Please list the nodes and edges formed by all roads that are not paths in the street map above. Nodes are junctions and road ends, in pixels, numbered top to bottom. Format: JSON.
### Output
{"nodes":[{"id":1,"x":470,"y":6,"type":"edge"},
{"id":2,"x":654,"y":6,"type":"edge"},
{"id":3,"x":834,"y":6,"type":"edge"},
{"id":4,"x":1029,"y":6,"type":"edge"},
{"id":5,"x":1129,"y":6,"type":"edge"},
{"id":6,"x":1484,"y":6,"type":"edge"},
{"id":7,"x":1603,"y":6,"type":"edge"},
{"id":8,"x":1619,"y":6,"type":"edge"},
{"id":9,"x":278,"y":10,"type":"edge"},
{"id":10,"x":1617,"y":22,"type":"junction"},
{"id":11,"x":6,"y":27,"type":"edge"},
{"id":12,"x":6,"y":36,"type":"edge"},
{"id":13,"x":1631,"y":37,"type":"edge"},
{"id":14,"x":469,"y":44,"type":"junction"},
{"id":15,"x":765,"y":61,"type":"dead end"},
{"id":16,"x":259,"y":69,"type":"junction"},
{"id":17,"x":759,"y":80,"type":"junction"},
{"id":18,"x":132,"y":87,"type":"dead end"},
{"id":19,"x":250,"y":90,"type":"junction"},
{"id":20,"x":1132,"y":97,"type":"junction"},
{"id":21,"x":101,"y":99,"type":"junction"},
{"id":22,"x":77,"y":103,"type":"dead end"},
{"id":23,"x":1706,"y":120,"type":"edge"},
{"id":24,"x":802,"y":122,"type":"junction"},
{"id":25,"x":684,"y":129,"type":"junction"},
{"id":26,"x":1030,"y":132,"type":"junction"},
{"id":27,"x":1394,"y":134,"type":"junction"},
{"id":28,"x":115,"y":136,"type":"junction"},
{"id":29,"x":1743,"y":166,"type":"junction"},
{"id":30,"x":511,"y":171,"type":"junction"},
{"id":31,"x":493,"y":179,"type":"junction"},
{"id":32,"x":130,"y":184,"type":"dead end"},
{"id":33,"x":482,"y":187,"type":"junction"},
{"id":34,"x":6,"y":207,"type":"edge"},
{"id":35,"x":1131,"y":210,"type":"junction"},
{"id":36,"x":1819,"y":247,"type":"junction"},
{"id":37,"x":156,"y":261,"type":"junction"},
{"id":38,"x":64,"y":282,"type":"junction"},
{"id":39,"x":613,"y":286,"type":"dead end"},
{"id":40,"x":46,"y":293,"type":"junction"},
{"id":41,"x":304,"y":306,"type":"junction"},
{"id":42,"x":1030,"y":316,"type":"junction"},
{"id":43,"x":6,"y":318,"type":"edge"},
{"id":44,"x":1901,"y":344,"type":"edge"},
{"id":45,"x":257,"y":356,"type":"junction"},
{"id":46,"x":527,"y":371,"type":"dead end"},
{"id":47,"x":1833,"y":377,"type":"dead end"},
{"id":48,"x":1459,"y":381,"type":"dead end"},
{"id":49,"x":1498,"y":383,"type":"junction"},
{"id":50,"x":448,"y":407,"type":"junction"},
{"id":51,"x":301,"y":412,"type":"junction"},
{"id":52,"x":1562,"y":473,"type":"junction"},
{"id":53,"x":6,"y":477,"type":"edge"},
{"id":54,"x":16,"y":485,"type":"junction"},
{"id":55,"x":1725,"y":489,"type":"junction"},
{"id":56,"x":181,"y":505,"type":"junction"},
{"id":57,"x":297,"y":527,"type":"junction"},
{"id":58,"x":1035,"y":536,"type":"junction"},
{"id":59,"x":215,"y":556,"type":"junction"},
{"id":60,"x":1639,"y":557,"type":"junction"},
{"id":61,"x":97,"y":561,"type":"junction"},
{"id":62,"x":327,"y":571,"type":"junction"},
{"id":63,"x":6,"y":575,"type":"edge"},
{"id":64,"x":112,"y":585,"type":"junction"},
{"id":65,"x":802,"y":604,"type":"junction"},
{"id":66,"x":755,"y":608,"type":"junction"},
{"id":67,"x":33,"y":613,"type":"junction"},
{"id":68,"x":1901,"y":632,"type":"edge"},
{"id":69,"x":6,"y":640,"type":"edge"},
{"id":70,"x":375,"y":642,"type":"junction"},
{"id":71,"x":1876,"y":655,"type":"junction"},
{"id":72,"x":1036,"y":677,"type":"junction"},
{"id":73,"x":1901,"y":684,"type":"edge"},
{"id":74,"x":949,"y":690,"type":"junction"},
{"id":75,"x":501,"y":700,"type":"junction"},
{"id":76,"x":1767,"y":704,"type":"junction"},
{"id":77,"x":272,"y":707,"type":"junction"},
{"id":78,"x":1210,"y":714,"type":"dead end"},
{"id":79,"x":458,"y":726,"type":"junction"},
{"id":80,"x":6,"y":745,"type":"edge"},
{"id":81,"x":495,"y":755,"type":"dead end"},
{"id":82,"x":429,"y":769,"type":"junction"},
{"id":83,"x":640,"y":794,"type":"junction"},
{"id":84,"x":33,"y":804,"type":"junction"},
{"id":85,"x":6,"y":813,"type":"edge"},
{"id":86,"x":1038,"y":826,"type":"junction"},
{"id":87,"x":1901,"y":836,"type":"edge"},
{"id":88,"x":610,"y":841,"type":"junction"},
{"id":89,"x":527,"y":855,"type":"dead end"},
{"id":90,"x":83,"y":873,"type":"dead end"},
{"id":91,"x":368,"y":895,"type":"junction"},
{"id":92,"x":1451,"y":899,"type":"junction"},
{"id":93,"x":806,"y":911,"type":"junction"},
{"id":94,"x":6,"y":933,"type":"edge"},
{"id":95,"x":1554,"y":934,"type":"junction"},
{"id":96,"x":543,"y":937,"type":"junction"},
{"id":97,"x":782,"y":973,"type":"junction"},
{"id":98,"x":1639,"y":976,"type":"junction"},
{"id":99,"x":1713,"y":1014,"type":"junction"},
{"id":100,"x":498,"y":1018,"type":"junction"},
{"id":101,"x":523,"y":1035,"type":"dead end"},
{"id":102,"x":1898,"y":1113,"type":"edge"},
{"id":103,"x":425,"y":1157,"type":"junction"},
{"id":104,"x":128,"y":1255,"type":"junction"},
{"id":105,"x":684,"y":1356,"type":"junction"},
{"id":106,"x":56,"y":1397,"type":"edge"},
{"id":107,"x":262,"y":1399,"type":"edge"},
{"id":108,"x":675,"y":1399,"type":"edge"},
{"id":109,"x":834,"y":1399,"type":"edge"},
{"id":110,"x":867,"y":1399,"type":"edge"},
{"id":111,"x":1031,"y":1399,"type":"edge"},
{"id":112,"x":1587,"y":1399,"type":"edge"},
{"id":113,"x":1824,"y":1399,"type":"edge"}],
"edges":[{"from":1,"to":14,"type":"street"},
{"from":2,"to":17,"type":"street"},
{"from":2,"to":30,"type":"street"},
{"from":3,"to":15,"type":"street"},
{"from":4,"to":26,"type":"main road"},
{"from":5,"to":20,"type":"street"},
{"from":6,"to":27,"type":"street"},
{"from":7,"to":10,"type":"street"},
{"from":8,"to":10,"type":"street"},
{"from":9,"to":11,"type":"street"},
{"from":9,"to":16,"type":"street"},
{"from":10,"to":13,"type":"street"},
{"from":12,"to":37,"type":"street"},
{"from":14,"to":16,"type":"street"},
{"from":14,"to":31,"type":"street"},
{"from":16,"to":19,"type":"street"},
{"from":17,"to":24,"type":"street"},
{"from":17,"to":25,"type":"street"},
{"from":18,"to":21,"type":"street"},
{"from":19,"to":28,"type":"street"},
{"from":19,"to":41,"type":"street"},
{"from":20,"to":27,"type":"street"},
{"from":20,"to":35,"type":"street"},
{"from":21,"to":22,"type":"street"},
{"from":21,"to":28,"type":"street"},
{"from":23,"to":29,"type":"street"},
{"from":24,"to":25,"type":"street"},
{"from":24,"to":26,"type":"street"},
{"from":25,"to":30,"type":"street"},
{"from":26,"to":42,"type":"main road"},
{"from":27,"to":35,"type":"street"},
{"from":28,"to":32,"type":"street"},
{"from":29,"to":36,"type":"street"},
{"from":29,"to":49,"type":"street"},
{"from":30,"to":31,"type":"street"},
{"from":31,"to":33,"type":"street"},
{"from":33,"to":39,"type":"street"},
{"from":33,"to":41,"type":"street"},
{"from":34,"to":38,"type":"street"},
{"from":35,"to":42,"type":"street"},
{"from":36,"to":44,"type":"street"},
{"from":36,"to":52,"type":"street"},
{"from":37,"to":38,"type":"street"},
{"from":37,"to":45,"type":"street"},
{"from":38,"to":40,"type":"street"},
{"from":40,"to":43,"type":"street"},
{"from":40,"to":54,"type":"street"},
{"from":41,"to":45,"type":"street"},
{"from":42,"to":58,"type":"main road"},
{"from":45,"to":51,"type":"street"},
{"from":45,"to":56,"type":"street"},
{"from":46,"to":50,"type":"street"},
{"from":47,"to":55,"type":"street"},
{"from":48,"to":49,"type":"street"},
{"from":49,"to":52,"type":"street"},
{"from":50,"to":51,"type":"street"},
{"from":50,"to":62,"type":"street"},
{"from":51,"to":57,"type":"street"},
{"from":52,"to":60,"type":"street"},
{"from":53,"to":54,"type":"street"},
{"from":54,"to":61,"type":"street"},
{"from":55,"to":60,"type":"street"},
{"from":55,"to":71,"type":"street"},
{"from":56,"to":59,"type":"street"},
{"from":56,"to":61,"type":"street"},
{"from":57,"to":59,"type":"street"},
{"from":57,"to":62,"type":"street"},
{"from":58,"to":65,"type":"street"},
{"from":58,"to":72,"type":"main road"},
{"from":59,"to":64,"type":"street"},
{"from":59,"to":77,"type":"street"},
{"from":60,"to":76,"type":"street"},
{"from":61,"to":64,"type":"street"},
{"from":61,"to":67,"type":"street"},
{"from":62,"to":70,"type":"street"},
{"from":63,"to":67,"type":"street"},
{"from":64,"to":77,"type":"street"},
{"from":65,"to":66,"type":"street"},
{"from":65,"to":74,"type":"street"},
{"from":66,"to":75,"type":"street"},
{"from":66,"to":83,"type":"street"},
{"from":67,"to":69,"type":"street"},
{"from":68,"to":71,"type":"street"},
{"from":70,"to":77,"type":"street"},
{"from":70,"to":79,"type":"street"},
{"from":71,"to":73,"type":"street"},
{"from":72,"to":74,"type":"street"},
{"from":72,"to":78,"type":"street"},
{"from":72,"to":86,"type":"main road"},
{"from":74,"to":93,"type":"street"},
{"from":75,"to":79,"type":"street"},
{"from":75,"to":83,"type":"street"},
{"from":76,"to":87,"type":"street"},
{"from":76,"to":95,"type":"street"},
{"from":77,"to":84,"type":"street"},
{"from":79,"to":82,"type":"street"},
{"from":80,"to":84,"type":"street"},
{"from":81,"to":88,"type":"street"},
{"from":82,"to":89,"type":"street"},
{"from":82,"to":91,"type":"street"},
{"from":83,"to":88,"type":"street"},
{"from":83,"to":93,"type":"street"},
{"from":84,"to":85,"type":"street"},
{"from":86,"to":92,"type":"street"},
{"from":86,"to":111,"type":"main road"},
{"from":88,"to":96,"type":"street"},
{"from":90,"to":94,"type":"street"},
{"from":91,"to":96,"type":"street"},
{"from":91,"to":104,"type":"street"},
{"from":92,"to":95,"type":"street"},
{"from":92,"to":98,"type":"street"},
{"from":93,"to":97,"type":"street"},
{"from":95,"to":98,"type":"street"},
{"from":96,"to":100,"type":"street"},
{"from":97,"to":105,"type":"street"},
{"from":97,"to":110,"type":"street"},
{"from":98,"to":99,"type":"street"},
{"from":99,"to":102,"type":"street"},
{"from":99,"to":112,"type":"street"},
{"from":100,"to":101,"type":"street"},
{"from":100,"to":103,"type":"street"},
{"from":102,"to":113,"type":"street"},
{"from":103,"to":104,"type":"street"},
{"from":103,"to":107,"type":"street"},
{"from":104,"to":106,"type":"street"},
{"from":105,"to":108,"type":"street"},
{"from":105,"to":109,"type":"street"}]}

————————

◆ **REQUIREMENT**
Looking at the records above, work out how many lines include the string "road". Give the number and nothing else.

◆ **WRITTEN REPLY**
7